Feds approve using COVID relief funds to expand home services for Tennesseans with disabilities

The Tennessee State Capitol is pictured in this file photo / File photo by John Partipilo/Tennessee Lookout
The Tennessee State Capitol is pictured in this file photo / File photo by John Partipilo/Tennessee Lookout

The federal government has approved a plan to use COVID-19 relief funds to enroll up to 2,000 Tennesseans with disabilities - who are currently on a waiting list - into a state program that provides home and community-based services.

The expansion of the program - known as Employment and Community First CHOICES, or ECF-CHOICES - would be the first time in nearly a decade that significant numbers of individuals with intellectual or developmental disabilities could come off a lengthy waiting list and access services designed to help them live independently at home, provide transportation and access job training or day programs.

There are currently about 2,500 individuals enrolled in the program, but an additional 5,000 who qualify for services are on the waiting list. Some have been waiting for years.

The approval by the U.S. Centers for Medicare and Medicaid Services came on Sept. 22 but has not yet been formally announced by TennCare, the state's Medicaid program. Lauren Pearcy, director of public policy for the Tennessee Council on Developmental Disabilities, is among the advocates who have pressed to reduce the waiting list. On Wednesday she said the news was "thrilling."

The expansion is, for now, temporary, said Connor Tapp, a spokesman for TennCare, which administers Employment and Community First CHOICES. Tapp did not provide a time limit for the expansion. The temporary expansion will also require state approval, he said. The approval process is a standard "off cycle" budgeting process used for items such as grants that do not require additional state funding, he said.

The CHOICES program currently accepts individuals in crisis - adult children with disabilities who have been cared for by parents until a parent dies or an individual with disabilities living in a group home where he or she is being neglected or abused.

At full enrollment - with 2,000 people coming off the waiting list - the expansion comes with a price tag of $91 million, Tapp said. Most of those funds are paid for by the federal government.

"We are currently in the process of receiving state approval for a budget expansion, and, once finalized, implementation can begin," Tapp said.

The Employment and Community First CHOICES program was launched in Tennessee in 2016 with about 2,400 people. It has never been able to enroll that many again and currently accepts only those individuals who are in crisis.

Most other families face a long wait for limited slots.

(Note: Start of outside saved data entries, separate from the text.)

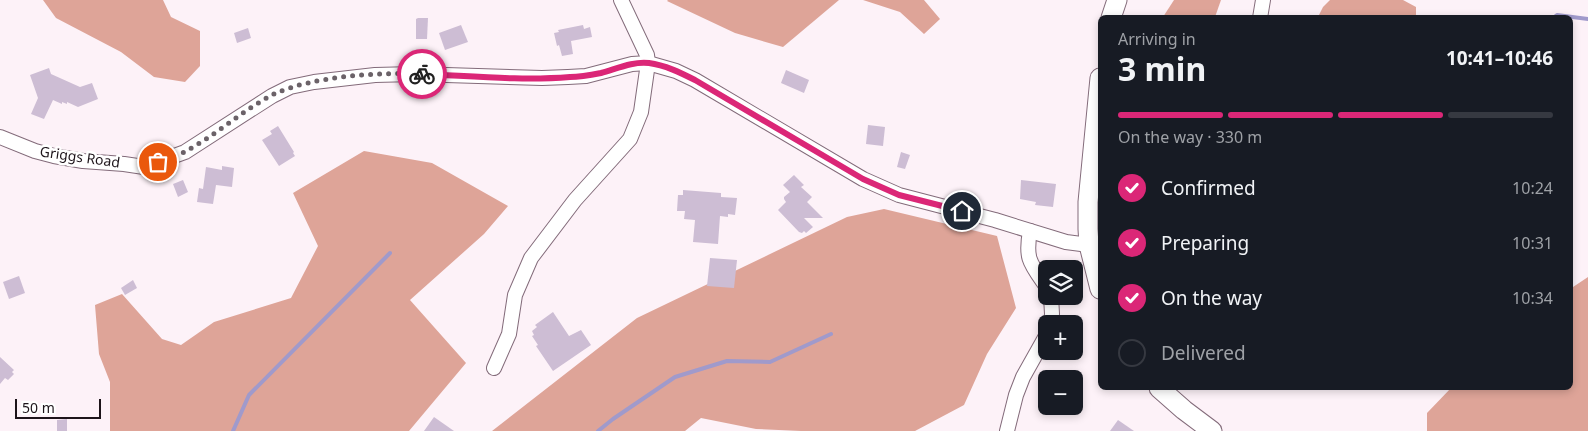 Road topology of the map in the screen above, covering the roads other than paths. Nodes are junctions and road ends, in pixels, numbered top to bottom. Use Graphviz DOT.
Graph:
graph roads {
  1 [pos="621,0"];
  2 [pos="1117,0"];
  3 [pos="1263,0"];
  4 [pos="1112,15"];
  5 [pos="1260,15"];
  6 [pos="648,63"];
  7 [pos="1098,99"];
  8 [pos="0,137"];
  9 [pos="1030,231"];
  10 [pos="1089,245"];
  11 [pos="1038,275"];
  12 [pos="1098,281"];
  13 [pos="1038,351"];
  14 [pos="494,368"];
  15 [pos="1161,390"];
  16 [pos="1007,431"];
  17 [pos="1212,431"];
  1 -- 6 [label="street"];
  2 -- 4 [label="main road"];
  3 -- 5 [label="street"];
  6 -- 8 [label="street, Griggs Road"];
  6 -- 9 [label="street, Griggs Road"];
  6 -- 14 [label="street"];
  7 -- 10 [label="main road"];
  9 -- 10 [label="street, Griggs Road"];
  9 -- 11 [label="street"];
  10 -- 12 [label="main road"];
  13 -- 16 [label="street"];
  15 -- 17 [label="main road"];
}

Lesley Guilaran's son, Angel, has been on the ECF-CHOICES waiting list for four years. Now 20, Angel is deaf, legally blind and on the autism spectrum, she said.

Guilaran said her family is lucky that their public school district in Madison County offers a "transition academy" that has allowed Angel to remain in his high school building after graduation to learn home and work skills.

The academy provides him a full-time ASL interpreter and communication device. But after Angel ages out of the program at age 22, he will lose his interpreter, his communication technology and the day-to-day instruction he receives during school hours while his parents work.

"Angel is a gifted artist with a scientific mind, but when he gets out of the shower he doesn't know what clothes to pick," Lesley Guilaran said. "He wants to live in a tiny house, but we can't put a kitchen in there because we fear he would [accidentally] burn it down. As my husband says, we're basically driving towards a cliff. Once he reaches 22, what are we going to do?"